Skip to main content

Module cache

Module cache 

Source
Expand description

§Mamba-2 Inference Caches

This module defines the state that must be preserved between calls during autoregressive (token-by-token) generation. During training or prefill the full sequence is available at once and the chunked SSD algorithm is used (see [crate::mamba2::Mamba2::forward]). During decoding the model processes one token per step and the SSM operates in its pure recurrent form (see [crate::mamba2::Mamba2::step]):

  hₜ = Āₜ hₜ₋₁ + B̄ₜ xₜ        (state update)
  yₜ = Cₜᵀ hₜ + D xₜ            (output)

Two pieces of state are required per layer:

  1. Convolution cache — the last conv_kernel inputs to the depthwise Conv1d, kept so that every decoding step can apply the causal filter without re-processing previous tokens.

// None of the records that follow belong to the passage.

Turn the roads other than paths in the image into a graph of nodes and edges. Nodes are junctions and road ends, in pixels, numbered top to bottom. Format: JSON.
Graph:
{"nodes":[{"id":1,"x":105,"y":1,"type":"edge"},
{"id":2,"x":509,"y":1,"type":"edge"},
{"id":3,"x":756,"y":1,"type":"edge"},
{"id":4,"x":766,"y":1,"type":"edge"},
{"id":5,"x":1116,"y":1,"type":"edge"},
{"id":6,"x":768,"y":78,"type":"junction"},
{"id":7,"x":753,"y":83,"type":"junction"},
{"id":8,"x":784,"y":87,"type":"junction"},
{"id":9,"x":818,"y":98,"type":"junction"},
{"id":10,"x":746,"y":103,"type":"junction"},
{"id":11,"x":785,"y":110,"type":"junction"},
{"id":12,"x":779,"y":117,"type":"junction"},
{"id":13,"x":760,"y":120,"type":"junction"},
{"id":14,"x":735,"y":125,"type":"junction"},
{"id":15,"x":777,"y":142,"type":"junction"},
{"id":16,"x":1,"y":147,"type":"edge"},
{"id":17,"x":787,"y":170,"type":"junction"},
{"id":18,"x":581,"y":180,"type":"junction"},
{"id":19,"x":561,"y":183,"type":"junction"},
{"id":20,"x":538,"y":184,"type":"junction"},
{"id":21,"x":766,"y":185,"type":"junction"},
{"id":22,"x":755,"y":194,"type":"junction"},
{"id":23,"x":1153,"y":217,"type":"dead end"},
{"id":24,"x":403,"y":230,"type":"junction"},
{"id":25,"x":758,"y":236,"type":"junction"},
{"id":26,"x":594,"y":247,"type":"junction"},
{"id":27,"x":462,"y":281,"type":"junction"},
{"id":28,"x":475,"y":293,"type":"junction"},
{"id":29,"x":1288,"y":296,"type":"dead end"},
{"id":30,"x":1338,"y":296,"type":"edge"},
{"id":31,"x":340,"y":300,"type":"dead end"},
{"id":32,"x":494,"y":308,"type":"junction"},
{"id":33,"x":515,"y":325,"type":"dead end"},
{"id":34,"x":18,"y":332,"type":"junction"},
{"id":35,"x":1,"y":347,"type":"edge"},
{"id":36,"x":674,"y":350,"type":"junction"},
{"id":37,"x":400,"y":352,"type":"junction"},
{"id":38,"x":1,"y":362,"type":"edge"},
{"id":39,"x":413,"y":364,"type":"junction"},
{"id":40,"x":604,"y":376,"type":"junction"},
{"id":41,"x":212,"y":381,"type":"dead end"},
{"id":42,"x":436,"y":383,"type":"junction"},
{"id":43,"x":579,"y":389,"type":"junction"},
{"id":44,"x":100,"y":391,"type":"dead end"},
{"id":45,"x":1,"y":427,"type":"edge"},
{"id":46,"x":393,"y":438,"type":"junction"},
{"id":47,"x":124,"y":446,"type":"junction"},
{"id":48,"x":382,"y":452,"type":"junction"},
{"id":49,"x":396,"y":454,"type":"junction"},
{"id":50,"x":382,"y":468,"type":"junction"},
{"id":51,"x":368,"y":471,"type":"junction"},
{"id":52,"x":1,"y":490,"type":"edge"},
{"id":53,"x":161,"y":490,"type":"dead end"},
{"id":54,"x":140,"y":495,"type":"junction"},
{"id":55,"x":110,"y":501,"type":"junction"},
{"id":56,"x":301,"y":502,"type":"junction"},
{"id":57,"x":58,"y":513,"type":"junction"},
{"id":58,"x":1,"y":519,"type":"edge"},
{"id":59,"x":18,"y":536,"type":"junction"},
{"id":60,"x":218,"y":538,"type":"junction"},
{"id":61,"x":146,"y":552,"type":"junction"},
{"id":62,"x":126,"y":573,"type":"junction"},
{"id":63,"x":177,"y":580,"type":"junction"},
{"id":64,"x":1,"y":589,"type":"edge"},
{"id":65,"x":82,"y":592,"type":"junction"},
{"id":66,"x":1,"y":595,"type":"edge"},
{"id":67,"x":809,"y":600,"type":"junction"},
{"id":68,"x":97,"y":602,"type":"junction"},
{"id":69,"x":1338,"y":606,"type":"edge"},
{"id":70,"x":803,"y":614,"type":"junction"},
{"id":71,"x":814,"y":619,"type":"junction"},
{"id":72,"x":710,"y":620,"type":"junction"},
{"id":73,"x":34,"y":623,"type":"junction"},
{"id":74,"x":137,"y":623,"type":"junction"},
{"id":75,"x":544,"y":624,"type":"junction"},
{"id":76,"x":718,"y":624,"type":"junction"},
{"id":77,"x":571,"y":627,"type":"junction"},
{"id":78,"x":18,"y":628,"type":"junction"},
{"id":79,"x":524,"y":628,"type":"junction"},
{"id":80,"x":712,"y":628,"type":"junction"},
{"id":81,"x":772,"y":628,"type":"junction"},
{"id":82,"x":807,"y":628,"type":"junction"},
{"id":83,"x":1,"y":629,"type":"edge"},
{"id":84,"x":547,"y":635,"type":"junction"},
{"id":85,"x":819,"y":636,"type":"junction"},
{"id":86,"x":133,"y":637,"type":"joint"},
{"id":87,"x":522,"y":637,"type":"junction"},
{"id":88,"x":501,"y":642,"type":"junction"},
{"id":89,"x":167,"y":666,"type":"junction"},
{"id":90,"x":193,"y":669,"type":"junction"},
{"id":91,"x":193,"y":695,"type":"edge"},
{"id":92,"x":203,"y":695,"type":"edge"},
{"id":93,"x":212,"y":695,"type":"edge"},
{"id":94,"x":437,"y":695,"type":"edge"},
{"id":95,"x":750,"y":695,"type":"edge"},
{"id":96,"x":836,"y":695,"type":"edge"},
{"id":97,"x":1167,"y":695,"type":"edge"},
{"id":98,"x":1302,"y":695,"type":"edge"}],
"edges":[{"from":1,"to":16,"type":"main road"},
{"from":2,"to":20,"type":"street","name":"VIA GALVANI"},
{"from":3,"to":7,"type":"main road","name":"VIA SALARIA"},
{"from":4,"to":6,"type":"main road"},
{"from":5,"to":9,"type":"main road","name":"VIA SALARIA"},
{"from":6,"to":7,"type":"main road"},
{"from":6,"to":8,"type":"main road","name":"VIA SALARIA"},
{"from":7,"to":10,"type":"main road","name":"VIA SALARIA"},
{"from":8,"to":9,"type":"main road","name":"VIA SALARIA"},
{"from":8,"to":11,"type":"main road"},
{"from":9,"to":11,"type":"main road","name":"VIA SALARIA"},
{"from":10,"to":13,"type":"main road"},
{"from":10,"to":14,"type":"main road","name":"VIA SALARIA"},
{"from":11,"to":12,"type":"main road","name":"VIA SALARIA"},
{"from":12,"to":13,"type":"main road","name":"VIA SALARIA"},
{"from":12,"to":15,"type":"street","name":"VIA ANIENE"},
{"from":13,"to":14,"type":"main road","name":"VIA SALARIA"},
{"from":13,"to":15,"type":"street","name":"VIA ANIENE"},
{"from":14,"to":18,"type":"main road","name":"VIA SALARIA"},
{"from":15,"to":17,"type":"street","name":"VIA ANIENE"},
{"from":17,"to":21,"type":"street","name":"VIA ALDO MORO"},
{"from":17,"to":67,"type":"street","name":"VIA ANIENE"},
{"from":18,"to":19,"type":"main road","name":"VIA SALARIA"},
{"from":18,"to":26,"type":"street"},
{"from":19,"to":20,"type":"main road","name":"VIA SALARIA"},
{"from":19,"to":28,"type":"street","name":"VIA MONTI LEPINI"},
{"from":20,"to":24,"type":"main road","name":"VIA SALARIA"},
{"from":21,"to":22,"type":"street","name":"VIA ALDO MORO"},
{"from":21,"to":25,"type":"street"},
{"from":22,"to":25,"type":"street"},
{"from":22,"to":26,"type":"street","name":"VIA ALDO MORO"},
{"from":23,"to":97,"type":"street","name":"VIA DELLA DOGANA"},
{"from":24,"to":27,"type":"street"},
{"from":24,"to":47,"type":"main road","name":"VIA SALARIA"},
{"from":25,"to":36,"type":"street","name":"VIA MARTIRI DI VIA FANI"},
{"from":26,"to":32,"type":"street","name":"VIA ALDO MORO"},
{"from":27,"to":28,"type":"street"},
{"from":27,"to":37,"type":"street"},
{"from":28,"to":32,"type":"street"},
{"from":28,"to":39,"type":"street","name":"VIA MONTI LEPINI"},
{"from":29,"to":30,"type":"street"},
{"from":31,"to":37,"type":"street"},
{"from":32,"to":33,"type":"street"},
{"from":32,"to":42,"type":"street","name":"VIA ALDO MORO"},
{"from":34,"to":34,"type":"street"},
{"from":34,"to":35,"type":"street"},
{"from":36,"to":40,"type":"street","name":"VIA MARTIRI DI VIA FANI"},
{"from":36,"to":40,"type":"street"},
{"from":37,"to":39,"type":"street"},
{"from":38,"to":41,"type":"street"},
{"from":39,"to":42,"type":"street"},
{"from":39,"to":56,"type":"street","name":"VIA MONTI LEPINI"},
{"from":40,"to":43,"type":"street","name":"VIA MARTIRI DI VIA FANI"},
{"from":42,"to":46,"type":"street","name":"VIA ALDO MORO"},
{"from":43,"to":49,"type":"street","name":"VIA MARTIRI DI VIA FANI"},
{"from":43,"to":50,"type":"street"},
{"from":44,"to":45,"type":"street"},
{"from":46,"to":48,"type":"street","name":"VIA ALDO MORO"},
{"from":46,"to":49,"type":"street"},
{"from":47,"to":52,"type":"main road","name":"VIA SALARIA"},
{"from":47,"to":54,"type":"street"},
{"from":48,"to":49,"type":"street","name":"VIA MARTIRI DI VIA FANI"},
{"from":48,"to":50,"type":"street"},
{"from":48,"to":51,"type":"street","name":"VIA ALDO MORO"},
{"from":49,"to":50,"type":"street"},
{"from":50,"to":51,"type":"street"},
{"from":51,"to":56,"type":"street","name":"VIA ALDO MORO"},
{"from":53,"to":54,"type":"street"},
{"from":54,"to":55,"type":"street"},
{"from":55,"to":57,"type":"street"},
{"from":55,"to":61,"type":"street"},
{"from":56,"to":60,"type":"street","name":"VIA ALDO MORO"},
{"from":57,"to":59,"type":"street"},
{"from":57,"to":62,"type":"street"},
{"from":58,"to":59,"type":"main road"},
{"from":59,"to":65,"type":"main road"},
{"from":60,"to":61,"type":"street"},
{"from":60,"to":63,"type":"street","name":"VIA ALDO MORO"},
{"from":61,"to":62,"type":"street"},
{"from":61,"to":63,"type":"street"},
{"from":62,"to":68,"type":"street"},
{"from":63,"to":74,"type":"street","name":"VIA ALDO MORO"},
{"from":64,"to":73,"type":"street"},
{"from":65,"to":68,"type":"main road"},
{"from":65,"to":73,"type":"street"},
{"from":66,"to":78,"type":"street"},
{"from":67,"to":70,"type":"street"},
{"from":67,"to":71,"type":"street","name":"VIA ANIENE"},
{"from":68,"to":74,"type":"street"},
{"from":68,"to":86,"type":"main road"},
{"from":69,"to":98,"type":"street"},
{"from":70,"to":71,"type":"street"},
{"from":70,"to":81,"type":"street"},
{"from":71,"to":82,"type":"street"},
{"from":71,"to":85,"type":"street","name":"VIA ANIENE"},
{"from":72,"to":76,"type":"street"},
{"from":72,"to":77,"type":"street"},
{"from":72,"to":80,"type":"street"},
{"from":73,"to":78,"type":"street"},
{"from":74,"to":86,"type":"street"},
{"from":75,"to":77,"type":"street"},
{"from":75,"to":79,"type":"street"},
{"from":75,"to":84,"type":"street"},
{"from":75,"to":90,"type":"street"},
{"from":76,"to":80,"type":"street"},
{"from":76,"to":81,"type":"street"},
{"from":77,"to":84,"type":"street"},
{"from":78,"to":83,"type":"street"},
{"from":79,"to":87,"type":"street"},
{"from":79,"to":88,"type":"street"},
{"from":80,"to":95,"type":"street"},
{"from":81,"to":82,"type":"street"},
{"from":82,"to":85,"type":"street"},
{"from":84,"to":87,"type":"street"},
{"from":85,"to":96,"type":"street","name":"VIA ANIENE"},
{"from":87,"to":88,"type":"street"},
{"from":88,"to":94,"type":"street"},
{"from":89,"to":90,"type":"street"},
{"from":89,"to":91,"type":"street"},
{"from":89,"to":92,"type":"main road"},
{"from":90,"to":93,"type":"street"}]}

  2. SSM hidden state — the matrix hₜ ∈ ℝ^{P×N} (per head), which compresses the entire past context into a fixed-size representation regardless of how many tokens have been generated. This is the key memory-efficiency advantage of SSMs over attention: the KV-cache of a Transformer grows as O(T·N) with sequence length, whereas the SSM state is always O(P·N).

Structs§

Mamba2Cache
The mutable state carried between decoding steps for a single Mamba-2 layer.
Mamba2CacheConfig
Configuration / factory for a single Mamba2Cache.
Mamba2CacheRecord
The record type for the module.
Mamba2CacheRecordItem
The record item type for the module.
Mamba2Caches
A collection of per-layer caches for a complete Mamba-2 network.
Mamba2CachesConfig
Configuration / factory for Mamba2Caches.
Mamba2CachesRecord
The record type for the module.
Mamba2CachesRecordItem
The record item type for the module.